Friday, August 12, 2005

WE'RE NOT SAVING THE WORLD HERE

WE'RE NOT SAVING THE WORLD HERE

My longtime pal Mitch Martin, who has a real job working at a major financial magazine (not the one that used to employ me), is involved with the Burning Man festival. While you couldn't get me there unless it was in a stretch Hummer with its own bed, bathroom, maid, and butler, he and other friends of ours (one of whom is Kelly Lyles, a friend of my spouse's college roommate Cindy and of whom we are likewise fond) (check out her website, and particularly her car, "Leopard Bernstein") are. The festival comes up at the end of this month, and he recently sent me this email:

Date: Wed, 13 Jul 2005 19:01:00 -0700 (PDT)
From: Mitchell Martin
Subject: I don't do this very often...

...but I'm asking all my friends and colleagues (and all those random people in my address book who are going to be surprised to read this) for a small donation.

Small, as in $5-$20.

I wish I could say it's for a good cause like saving the world or saving the whales or saving the world from whales, but it's less grandiose than that, although it *is* tax-deductible for those of you subject to U.S. taxes.

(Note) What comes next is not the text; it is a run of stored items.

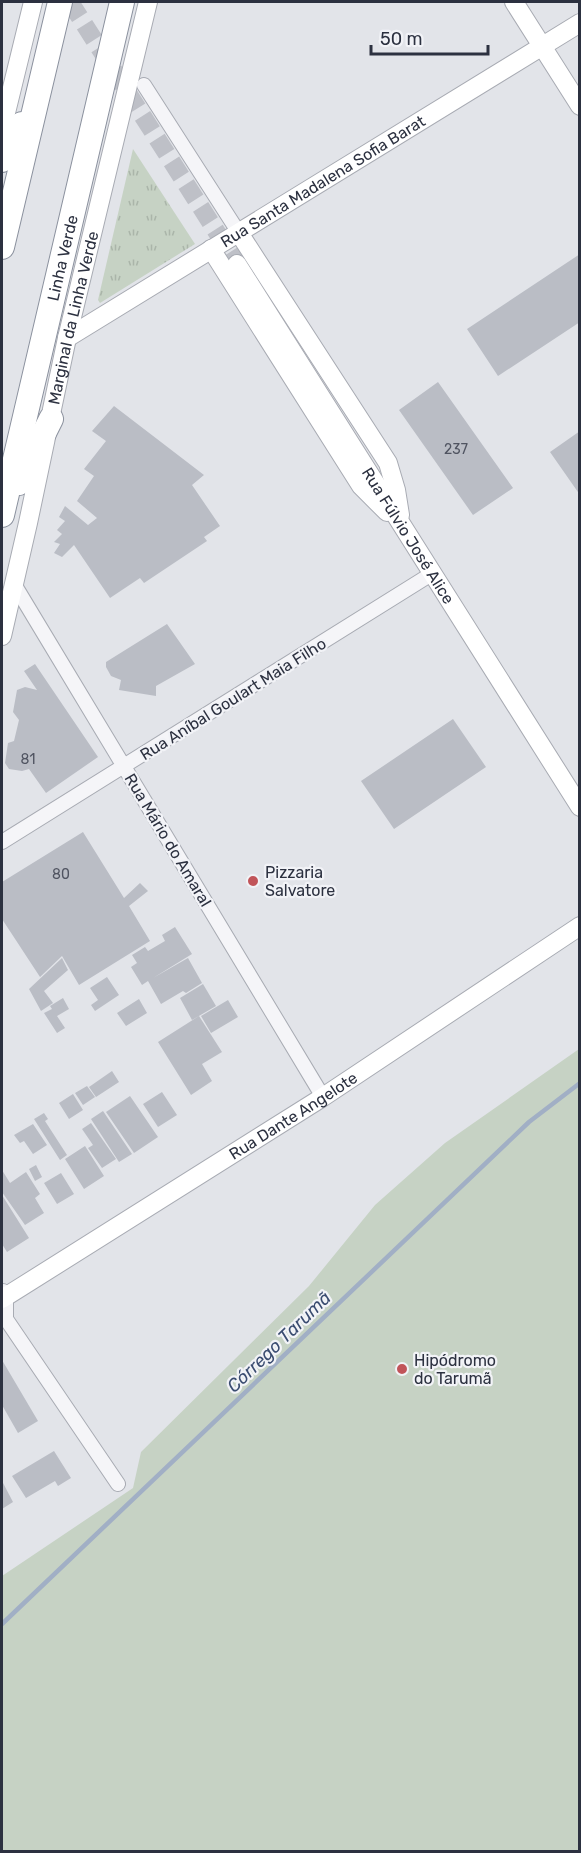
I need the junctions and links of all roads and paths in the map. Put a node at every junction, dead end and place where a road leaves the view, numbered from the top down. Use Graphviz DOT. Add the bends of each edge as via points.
graph roads {
  1 [pos="33,2"];
  2 [pos="60,2"];
  3 [pos="122,2"];
  4 [pos="148,2"];
  5 [pos="514,2"];
  6 [pos="579,23"];
  7 [pos="542,46"];
  8 [pos="144,85"];
  9 [pos="35,101"];
  10 [pos="579,106"];
  11 [pos="2,129"];
  12 [pos="2,160"];
  13 [pos="239,232"];
  14 [pos="2,247"];
  15 [pos="211,249"];
  16 [pos="237,264"];
  17 [pos="67,338"];
  18 [pos="51,419"];
  19 [pos="2,516"];
  20 [pos="402,524"];
  21 [pos="433,573"];
  22 [pos="14,584"];
  23 [pos="2,636"];
  24 [pos="124,767"];
  25 [pos="579,807"];
  26 [pos="2,842"];
  27 [pos="579,926"];
  28 [pos="323,1097"];
  29 [pos="3,1295"];
  30 [pos="118,1484"];
  1 -- 11 [label="main road"];
  2 -- 9 [label="highway"];
  3 -- 19 [label="highway, Linha Verde"];
  4 -- 17 [label="main road, Marginal da Linha Verde"];
  5 -- 7 [label="main road"];
  6 -- 7 [label="main road, Rua Santa Madalena Sofia Barat"];
  7 -- 10 [label="main road"];
  7 -- 13 [label="main road, Rua Santa Madalena Sofia Barat"];
  8 -- 13 [label="street"];
  9 -- 12 [label="highway"];
  9 -- 14 [label="highway"];
  13 -- 15 [label="main road, Rua Santa Madalena Sofia Barat"];
  13 -- 20 [label="main road" via="388,463"];
  15 -- 17 [label="main road, Rua Santa Madalena Sofia Barat"];
  15 -- 20 [label="main road" via="361,486"];
  16 -- 20 [label="main road, Rua Fúlvio José Alice"];
  17 -- 18 [label="main road, Marginal da Linha Verde"];
  18 -- 19 [label="highway"];
  18 -- 22 [label="main road, Marginal da Linha Verde"];
  20 -- 21 [label="main road, Rua Fúlvio José Alice"];
  21 -- 24 [label="street, Rua Aníbal Goulart Maia Filho"];
  21 -- 25 [label="main road, Rua Fúlvio José Alice"];
  22 -- 23 [label="main road, Marginal da Linha Verde"];
  22 -- 24 [label="street, Rua Mário do Amaral"];
  24 -- 26 [label="street, Rua Aníbal Goulart Maia Filho"];
  24 -- 28 [label="street, Rua Mário do Amaral"];
  27 -- 28 [label="main road, Rua Dante Angelote"];
  28 -- 29 [label="main road, Rua Dante Angelote"];
  29 -- 30 [label="street" via="6,1319"];
}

As many of you know, I've been associated with the Black Rock Gazette at Burning Man for the past several years. This year, the Burning Man organization decided not to fund the Gazette, except for one preliminary issue. In the scheme of things, a free and sometimes loopy newspaper at Burning Man might not seem like a big deal to many of you, but it's important in the context of providing interesting and reliable information to a community, which the professional journalism world seems increasingly unable or unwilling to do.

Saddened by the loss of our funding, a bunch of the core staff of the old Black Rock Gazette is creating a new newspaper, the Black Rock Beacon. Unlike the Gazette, we have to pay for all of this out of our own pocket, and the dozen or so of us involved have already pledged several thousand dollars of our own money to it. We're also spending a lot of time working on it ahead of Burning Man, which takes place at the end of August.

We're about $2,000 short of what we need. In case you're wondering, if you wanted to create a two-page newspaper in the middle of the desert with equipment you could buy on eBay for a temporary community of 40,000 people, it would cost about $7,000 the first year, and maybe $3,000 after that, since the capital equipment -- and the cool wooden shack one of your buddies bought -- could be reused.

Those of you who are journalists or Burners will probably understand this. The others will just have to take it on faith that this a good cause -- or not, but if I've sold you, please give parsimoniously.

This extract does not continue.